Cureus ; 14(8): e27695, 2022 Aug.
Artigo em Inglês | MEDLINE | ID: mdl-36081958

RESUMO

Proximal renal tubular acidosis (type 2 RTA) is a metabolic disorder characterized by an inability of the proximal renal tubules to reabsorb bicarbonate, resulting in excessive urinary loss of bicarbonate. In return, this causes a standard anion gap metabolic acidosis with aberrant renal acidification, culminating in excessive urinary potassium loss and hyperchloremic metabolic acidosis. Several sources can induce potassium deficiency, ranging from slight abnormalities in potassium homeostasis to catastrophic and occasionally lethal circumstances. Hypokalemic periodic paralysis (HPP) manifests with broad muscle weakness and the absence of deep tendon reflexes, with the facial, bulbar, and respiratory muscles spared, and it subsequently requires the administration of intravenous potassium chloride to address the potassium imbalance.
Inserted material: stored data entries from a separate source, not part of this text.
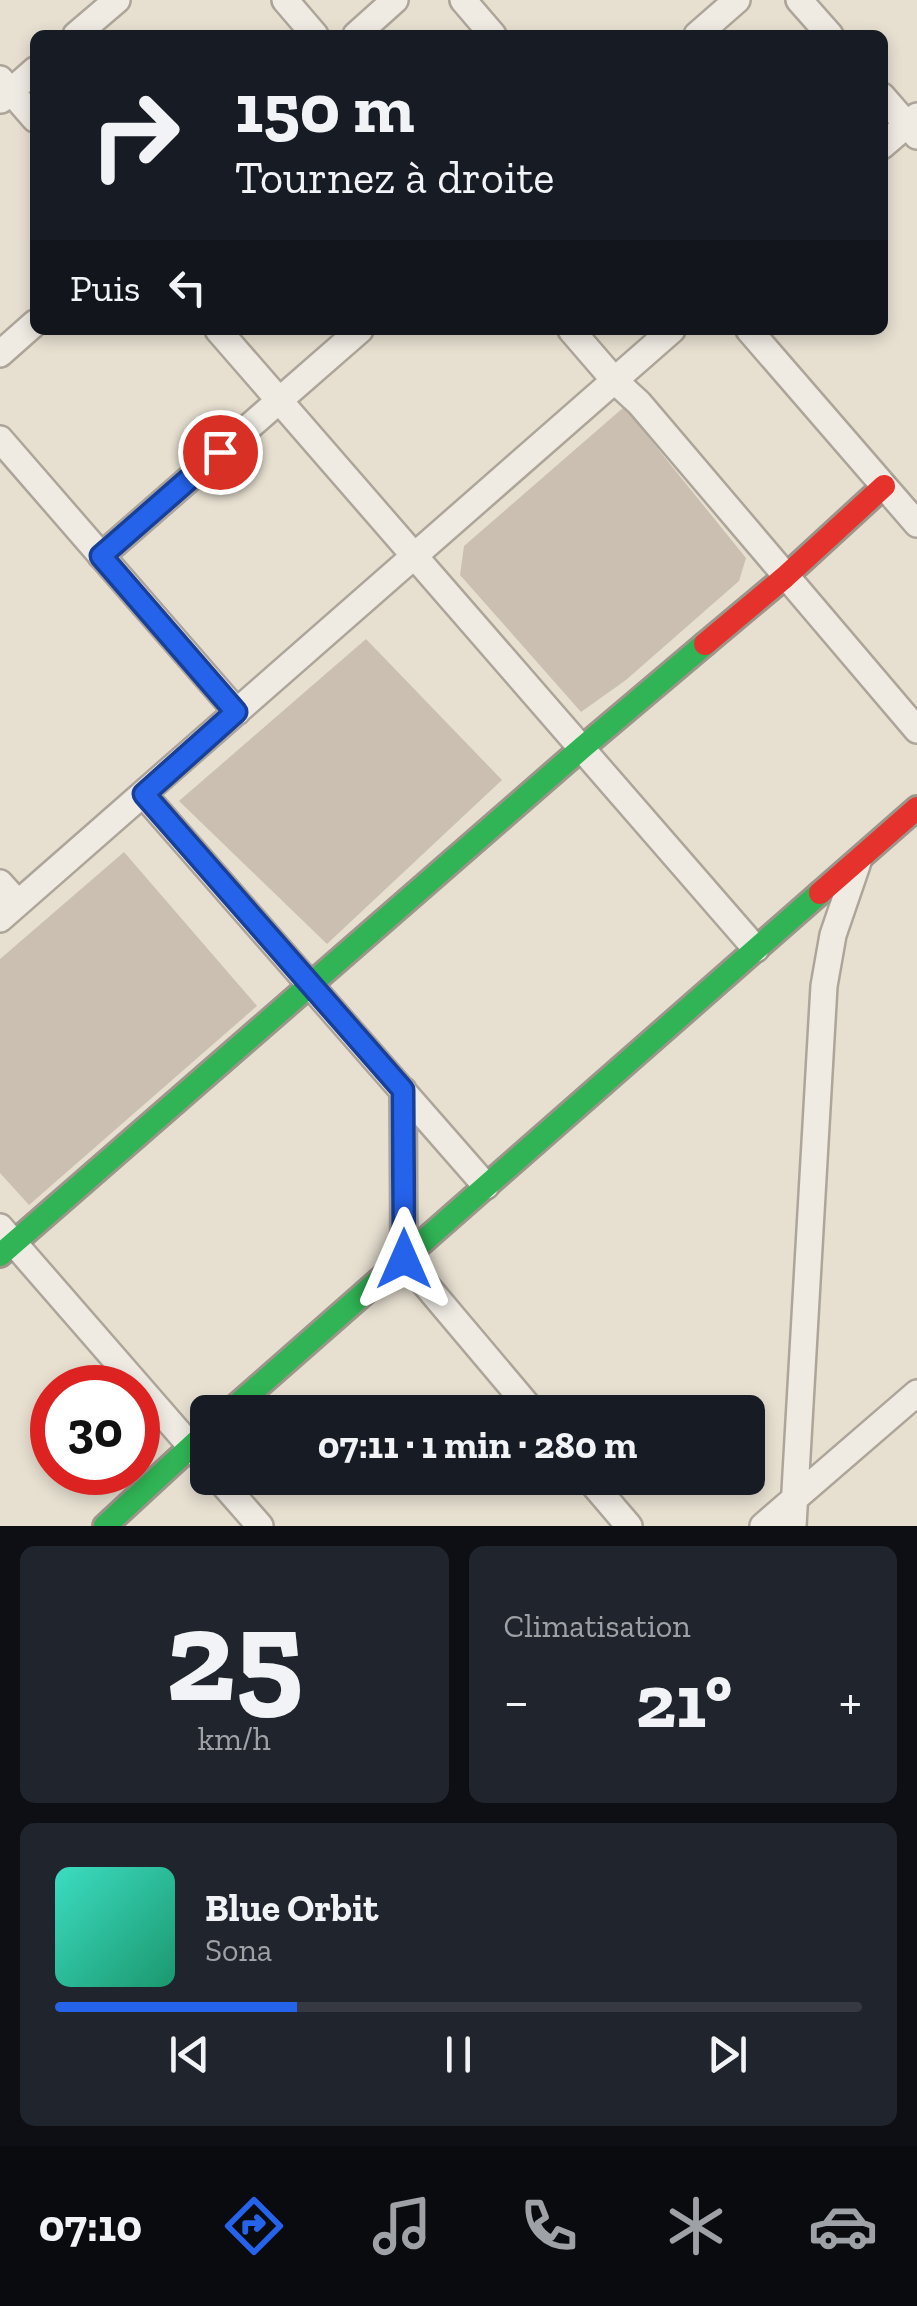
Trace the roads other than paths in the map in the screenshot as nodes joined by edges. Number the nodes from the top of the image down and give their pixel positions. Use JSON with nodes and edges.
{"nodes":[{"id":1,"x":116,"y":0,"type":"edge"},
{"id":2,"x":284,"y":0,"type":"edge"},
{"id":3,"x":395,"y":0,"type":"edge"},
{"id":4,"x":463,"y":0,"type":"edge"},
{"id":5,"x":738,"y":0,"type":"edge"},
{"id":6,"x":799,"y":0,"type":"edge"},
{"id":7,"x":82,"y":30,"type":"edge"},
{"id":8,"x":311,"y":30,"type":"edge"},
{"id":9,"x":362,"y":30,"type":"edge"},
{"id":10,"x":489,"y":30,"type":"edge"},
{"id":11,"x":703,"y":30,"type":"edge"},
{"id":12,"x":826,"y":30,"type":"edge"},
{"id":13,"x":30,"y":73,"type":"edge"},
{"id":14,"x":4,"y":90,"type":"edge"},
{"id":15,"x":888,"y":101,"type":"edge"},
{"id":16,"x":30,"y":114,"type":"edge"},
{"id":17,"x":914,"y":125,"type":"edge"},
{"id":18,"x":888,"y":142,"type":"edge"},
{"id":19,"x":30,"y":327,"type":"edge"},
{"id":20,"x":222,"y":335,"type":"edge"},
{"id":21,"x":354,"y":335,"type":"edge"},
{"id":22,"x":574,"y":335,"type":"edge"},
{"id":23,"x":666,"y":335,"type":"edge"},
{"id":24,"x":753,"y":335,"type":"edge"},
{"id":25,"x":0,"y":354,"type":"edge"},
{"id":26,"x":614,"y":381,"type":"junction"},
{"id":27,"x":280,"y":400,"type":"junction"},
{"id":28,"x":0,"y":439,"type":"edge"},
{"id":29,"x":884,"y":486,"type":"junction"},
{"id":30,"x":917,"y":524,"type":"edge"},
{"id":31,"x":101,"y":556,"type":"junction"},
{"id":32,"x":414,"y":556,"type":"junction"},
{"id":33,"x":784,"y":577,"type":"junction"},
{"id":34,"x":236,"y":712,"type":"junction"},
{"id":35,"x":917,"y":730,"type":"edge"},
{"id":36,"x":582,"y":748,"type":"junction"},
{"id":37,"x":144,"y":794,"type":"junction"},
{"id":38,"x":917,"y":808,"type":"edge"},
{"id":39,"x":860,"y":858,"type":"junction"},
{"id":40,"x":0,"y":882,"type":"edge"},
{"id":41,"x":9,"y":911,"type":"edge"},
{"id":42,"x":756,"y":949,"type":"junction"},
{"id":43,"x":309,"y":984,"type":"junction"},
{"id":44,"x":403,"y":1090,"type":"junction"},
{"id":45,"x":486,"y":1186,"type":"junction"},
{"id":46,"x":5,"y":1242,"type":"edge"},
{"id":47,"x":404,"y":1259,"type":"junction"},
{"id":48,"x":917,"y":1393,"type":"edge"},
{"id":49,"x":248,"y":1395,"type":"edge"},
{"id":50,"x":519,"y":1395,"type":"edge"},
{"id":51,"x":190,"y":1435,"type":"edge"},
{"id":52,"x":190,"y":1458,"type":"edge"},
{"id":53,"x":233,"y":1495,"type":"edge"},
{"id":54,"x":603,"y":1495,"type":"edge"},
{"id":55,"x":796,"y":1498,"type":"junction"},
{"id":56,"x":115,"y":1521,"type":"edge"},
{"id":57,"x":260,"y":1526,"type":"edge"},
{"id":58,"x":629,"y":1526,"type":"edge"},
{"id":59,"x":764,"y":1526,"type":"edge"},
{"id":60,"x":793,"y":1526,"type":"edge"}],
"edges":[{"from":1,"to":7,"type":"street"},
{"from":2,"to":8,"type":"street"},
{"from":3,"to":9,"type":"street"},
{"from":4,"to":10,"type":"street"},
{"from":5,"to":11,"type":"street"},
{"from":6,"to":12,"type":"street"},
{"from":13,"to":14,"type":"street"},
{"from":14,"to":16,"type":"street"},
{"from":15,"to":17,"type":"street"},
{"from":17,"to":18,"type":"street"},
{"from":19,"to":25,"type":"street"},
{"from":20,"to":27,"type":"street"},
{"from":21,"to":27,"type":"street"},
{"from":22,"to":26,"type":"street"},
{"from":23,"to":26,"type":"street"},
{"from":24,"to":29,"type":"street"},
{"from":26,"to":32,"type":"street"},
{"from":26,"to":33,"type":"street"},
{"from":27,"to":31,"type":"street"},
{"from":27,"to":32,"type":"street"},
{"from":28,"to":31,"type":"street"},
{"from":29,"to":30,"type":"street"},
{"from":29,"to":33,"type":"street"},
{"from":31,"to":34,"type":"street"},
{"from":32,"to":34,"type":"street"},
{"from":32,"to":36,"type":"street"},
{"from":33,"to":35,"type":"street"},
{"from":33,"to":36,"type":"street"},
{"from":34,"to":37,"type":"street"},
{"from":36,"to":42,"type":"street"},
{"from":36,"to":43,"type":"street"},
{"from":37,"to":41,"type":"street"},
{"from":37,"to":43,"type":"street"},
{"from":38,"to":39,"type":"street"},
{"from":39,"to":42,"type":"street"},
{"from":39,"to":55,"type":"street"},
{"from":40,"to":41,"type":"street"},
{"from":42,"to":45,"type":"street"},
{"from":43,"to":44,"type":"street"},
{"from":43,"to":46,"type":"street"},
{"from":44,"to":45,"type":"street"},
{"from":44,"to":47,"type":"street"},
{"from":45,"to":47,"type":"street"},
{"from":46,"to":51,"type":"street"},
{"from":47,"to":49,"type":"street"},
{"from":47,"to":50,"type":"street"},
{"from":48,"to":55,"type":"street"},
{"from":52,"to":56,"type":"street"},
{"from":53,"to":57,"type":"street"},
{"from":54,"to":58,"type":"street"},
{"from":55,"to":59,"type":"street"},
{"from":55,"to":60,"type":"street"}]}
Some patients suffering from chronic potassium shortage may have periods of weakness. The clinical symptoms of distal RTA are identical to those of attacks induced by familial hypokalemic periodic paralysis (FPP). Muscle weakness may begin slowly and worsen over 24-48 hours to flaccid quadriplegia. RTA and FPP typically spare speech, swallowing, and ocular and respiratory muscles. As a result, families with RTA children must be aware of this risk. We present a case of HPP in a female caused by type 2 RTA.